В этом письме поражает нас разносторонность пятнадцатилетнего паренька, свидетельствующая о его образованности и широте ума. Он пишет об эстампе, который он сделал с какой-то темпераментной девы не «как художник, ослепленный величием творения своего», а как карикатурист по призванию. Жаль, что так мало этих весьма схожих с оригиналами карикатур Шопена дошло до нас. Любовь к рисунку, любовь к театру свидетельствуют о чрезвычайной широте интересов нашего юноши.

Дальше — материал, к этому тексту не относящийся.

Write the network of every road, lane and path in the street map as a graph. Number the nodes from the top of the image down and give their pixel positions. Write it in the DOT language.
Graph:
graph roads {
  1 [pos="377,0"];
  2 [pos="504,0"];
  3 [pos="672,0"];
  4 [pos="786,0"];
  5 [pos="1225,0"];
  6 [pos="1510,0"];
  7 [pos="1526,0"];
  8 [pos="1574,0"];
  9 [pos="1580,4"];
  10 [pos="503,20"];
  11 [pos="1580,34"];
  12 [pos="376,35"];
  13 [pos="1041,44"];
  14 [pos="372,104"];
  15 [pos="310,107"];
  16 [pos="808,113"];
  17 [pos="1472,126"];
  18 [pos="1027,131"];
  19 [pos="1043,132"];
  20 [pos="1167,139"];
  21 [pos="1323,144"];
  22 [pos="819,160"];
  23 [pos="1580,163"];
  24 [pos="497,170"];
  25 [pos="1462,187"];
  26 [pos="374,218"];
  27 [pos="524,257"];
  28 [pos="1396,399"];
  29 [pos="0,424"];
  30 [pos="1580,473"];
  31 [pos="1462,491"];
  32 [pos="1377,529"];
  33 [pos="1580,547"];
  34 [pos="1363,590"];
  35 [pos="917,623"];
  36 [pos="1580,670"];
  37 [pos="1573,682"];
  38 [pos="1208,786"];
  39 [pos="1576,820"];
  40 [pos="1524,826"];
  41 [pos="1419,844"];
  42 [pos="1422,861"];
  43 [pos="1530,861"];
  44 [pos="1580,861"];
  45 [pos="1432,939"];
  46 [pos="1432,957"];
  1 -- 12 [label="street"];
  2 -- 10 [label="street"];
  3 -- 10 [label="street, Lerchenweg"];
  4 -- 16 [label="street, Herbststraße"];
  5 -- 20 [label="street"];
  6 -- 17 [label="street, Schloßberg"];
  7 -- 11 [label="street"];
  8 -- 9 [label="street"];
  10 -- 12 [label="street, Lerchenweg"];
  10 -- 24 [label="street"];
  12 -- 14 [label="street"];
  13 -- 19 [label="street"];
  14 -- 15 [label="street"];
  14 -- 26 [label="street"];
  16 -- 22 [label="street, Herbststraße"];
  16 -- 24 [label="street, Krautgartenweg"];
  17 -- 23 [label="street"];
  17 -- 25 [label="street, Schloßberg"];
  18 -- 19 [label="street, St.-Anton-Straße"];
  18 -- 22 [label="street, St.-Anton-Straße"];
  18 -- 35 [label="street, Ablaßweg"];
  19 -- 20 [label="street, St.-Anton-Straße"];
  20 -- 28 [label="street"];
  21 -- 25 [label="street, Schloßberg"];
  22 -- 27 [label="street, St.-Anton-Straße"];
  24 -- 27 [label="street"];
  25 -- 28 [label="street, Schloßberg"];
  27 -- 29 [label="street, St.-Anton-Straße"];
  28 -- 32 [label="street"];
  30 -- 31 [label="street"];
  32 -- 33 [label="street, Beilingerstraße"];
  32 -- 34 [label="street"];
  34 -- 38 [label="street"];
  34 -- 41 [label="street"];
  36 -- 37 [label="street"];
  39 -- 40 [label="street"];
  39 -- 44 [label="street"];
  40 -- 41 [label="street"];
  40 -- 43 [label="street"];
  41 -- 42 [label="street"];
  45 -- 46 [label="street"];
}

Датские слова, записанные в постскриптуме письма, также говорят о его любви к рисованию и наверняка были им списаны с какой-нибудь гравюры, представляющей собою вид Копенгагена. Неизвестно, кому мы обязаны ошибками в них, — самому ли Шопе ну или же издателям, неверно прочитавшим рукопись Шопена («Kobler» — это, конечно же, «Kobber», что значит не картина, а «гравюра»; «axbildinger» — это «afbildinger» — «f» легко принять в рукописи за «х». а это слово как раз и означает картину, портрет, реже — описание; слово «Kiobenhavn» написано правильно, по старой орфографии. Приведенные слова, несомненно, заимствованы из подписи под картинкой: «Гравюра, представляющая вид Копенгагена», или что-нибудь в этом роде) Мы видим, какие важные сведения можно почерпнуть из одного этого письма: они касаются не только интересов Шопена, но и образа жизни, который он вел, и прежде всего его друзей. Мы встречаем здесь и Яся Бялоблоцкого, и Домуся, и Кольбергов…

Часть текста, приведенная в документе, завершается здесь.